Robert T. Platt, for appellant.

Ellis G. Hughes, for respondent.

BEAN J. (after stating the facts).

There are three questions presented for our consideration: (1) Whether, under section 1161, B. & C. Comp., the county court, sitting in the transaction of probate business, has jurisdiction to adjudicate and allow a claim for more than $500 against an estate; (2) whether the notes upon which the claim of the bank is based were in fact the obligations of the partnership of Morgan & Stowell; and (3) whether they are barred by the statute of limitations.

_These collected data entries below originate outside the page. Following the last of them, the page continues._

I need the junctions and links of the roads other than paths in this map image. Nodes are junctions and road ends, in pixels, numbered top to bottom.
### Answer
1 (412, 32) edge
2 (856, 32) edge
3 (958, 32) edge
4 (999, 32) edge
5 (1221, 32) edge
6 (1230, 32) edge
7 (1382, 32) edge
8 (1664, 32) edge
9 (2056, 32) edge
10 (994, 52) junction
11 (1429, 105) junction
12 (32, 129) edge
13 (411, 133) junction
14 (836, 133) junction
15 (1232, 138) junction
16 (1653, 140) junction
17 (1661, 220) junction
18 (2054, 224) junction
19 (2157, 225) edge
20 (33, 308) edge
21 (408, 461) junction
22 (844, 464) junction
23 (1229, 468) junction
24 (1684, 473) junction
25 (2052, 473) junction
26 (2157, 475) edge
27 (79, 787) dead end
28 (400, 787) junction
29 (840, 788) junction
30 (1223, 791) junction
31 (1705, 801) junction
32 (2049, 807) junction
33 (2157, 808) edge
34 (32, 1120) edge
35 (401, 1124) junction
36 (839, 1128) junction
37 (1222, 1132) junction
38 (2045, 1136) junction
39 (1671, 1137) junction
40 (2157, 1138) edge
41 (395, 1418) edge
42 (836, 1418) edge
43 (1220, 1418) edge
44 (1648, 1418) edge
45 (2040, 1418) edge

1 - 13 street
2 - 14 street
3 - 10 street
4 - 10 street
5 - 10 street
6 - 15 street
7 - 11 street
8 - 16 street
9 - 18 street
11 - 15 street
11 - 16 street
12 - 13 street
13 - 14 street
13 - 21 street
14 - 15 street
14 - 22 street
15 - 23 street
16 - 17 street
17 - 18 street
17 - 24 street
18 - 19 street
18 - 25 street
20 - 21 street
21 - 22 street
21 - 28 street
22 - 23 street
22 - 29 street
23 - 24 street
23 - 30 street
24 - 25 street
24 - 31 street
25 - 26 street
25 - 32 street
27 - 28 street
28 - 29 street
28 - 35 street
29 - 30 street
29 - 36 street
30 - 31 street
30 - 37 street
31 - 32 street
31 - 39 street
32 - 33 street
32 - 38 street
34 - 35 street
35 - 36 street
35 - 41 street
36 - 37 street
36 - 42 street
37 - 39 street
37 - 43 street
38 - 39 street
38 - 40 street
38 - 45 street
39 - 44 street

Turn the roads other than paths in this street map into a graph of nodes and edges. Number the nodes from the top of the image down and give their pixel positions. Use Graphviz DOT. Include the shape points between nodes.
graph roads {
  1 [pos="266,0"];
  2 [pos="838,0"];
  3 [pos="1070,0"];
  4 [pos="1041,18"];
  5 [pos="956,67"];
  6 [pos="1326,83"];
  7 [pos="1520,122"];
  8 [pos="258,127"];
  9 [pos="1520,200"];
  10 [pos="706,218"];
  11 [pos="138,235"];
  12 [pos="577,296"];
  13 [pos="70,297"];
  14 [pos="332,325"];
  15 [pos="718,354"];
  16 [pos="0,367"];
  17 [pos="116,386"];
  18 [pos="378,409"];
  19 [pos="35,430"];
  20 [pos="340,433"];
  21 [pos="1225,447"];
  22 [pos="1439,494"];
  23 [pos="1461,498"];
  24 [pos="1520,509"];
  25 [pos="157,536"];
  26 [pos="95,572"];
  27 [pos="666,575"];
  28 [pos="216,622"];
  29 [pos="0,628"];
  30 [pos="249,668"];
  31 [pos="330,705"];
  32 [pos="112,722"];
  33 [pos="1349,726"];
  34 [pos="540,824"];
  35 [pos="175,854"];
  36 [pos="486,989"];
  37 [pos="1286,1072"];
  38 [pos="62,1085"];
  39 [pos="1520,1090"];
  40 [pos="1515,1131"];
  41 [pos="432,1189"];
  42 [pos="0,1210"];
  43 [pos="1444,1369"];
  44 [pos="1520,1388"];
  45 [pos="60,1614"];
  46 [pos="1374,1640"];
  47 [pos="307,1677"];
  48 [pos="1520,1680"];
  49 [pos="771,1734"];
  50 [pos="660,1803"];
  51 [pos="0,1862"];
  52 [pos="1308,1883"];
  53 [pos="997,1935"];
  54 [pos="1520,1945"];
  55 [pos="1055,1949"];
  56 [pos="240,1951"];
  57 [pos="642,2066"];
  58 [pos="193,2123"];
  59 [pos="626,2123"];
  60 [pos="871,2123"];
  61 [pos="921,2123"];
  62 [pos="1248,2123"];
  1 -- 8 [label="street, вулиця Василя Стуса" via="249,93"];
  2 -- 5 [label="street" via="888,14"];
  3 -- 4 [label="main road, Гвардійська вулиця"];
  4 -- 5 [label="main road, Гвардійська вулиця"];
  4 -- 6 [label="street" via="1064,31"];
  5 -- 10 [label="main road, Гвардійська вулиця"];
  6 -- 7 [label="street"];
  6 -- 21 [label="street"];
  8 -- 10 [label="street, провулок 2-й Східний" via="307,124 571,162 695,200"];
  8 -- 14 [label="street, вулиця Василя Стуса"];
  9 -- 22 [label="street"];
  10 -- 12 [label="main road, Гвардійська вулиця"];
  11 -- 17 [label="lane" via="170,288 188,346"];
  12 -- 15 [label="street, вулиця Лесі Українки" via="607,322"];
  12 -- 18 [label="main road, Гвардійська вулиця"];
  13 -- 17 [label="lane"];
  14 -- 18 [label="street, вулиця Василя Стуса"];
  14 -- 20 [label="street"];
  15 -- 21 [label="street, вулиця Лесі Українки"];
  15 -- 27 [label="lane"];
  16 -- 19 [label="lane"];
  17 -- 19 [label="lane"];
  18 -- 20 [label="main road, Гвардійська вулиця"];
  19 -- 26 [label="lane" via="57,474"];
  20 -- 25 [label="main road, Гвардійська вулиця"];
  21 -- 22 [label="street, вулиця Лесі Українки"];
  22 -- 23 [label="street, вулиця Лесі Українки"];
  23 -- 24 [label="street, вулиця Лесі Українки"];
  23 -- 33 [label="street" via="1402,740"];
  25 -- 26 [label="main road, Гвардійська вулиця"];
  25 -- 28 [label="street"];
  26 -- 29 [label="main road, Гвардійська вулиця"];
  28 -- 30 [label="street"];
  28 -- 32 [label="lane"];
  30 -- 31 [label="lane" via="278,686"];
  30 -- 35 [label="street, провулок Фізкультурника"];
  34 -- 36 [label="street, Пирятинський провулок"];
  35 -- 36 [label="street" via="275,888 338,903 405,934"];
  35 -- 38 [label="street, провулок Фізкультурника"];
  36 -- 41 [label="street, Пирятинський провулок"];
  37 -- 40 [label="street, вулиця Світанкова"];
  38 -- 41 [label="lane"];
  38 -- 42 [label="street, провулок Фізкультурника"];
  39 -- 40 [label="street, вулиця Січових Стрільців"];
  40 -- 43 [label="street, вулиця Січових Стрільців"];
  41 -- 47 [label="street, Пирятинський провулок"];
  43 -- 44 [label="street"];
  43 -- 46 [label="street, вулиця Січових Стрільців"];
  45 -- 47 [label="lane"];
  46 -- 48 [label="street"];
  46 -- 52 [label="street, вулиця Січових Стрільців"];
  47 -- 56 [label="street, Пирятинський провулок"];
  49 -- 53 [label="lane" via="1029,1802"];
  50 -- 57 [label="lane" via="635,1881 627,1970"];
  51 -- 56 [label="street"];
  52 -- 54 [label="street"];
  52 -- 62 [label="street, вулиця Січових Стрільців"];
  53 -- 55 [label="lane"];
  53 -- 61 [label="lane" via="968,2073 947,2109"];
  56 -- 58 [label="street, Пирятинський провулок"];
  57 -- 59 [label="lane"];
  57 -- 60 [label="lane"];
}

The Constitution provides: "The county court shall have the jurisdiction pertaining to probate courts, *** and such civil jurisdiction, not exceeding the amount of value of five hundred dollars, *** as may be prescribed by law." Const. Or. art. 7, § 12. It is argued that the examination and allowance of a claim against an estate under section 1161 is the exercise by the county court of civil, as distinguished from probate, jurisdiction, being, therefore limited to claims which do not exceed $500. In our opinion, this view is erroneous. By the Constitution county courts are vested with the jurisdiction pertaining to courts of probate, and the Legislature is authorized to confer upon them limited civil and criminal jurisdiction. The two jurisdictions are, however, as separate and distinct as if conferred upon separate tribunals. While sitting in the transaction of probate business, the nature and jurisdiction of a county court must be sought in the general nature and jurisdiction of probate courts as they are known in the history of the English law and the jurisprudence of this country. The allowance or ordering the payment of claims against estates which are in process of administration has always been considered an appropriate subject for the jurisdiction of probate courts. 2 Woerner, Administration (2d Ed.) § 391 et seq. In this country courts exercising such jurisdiction are often invested by statute with the power to hear and determine claims against the estates of deceased persons in a summary manner, without the formality of technical pleadings. Id. § 391. Such is our statute. The subject-matter of section 1161 pertains exclusively to the administration of estates, and is clearly within the functions of a probate court. The remedy there provided is not exclusive, but is intended to afford a speedy, efficient, and summary remedy to one who has a claim against an estate which has been rejected by the executor or administrator, without the necessity of technical pleadings or the observance of the formal proceedings required in an ordinary action. Wilkes v. Cornelius, 21 Or. 348, 28 P. 135; Johnston v. Schofner, 23 Or. 111, 31 P. 254; Pruitt v. Muldrick, 39 Or. 353, 65 P. 20. That the proceedings are to be regarded, for the...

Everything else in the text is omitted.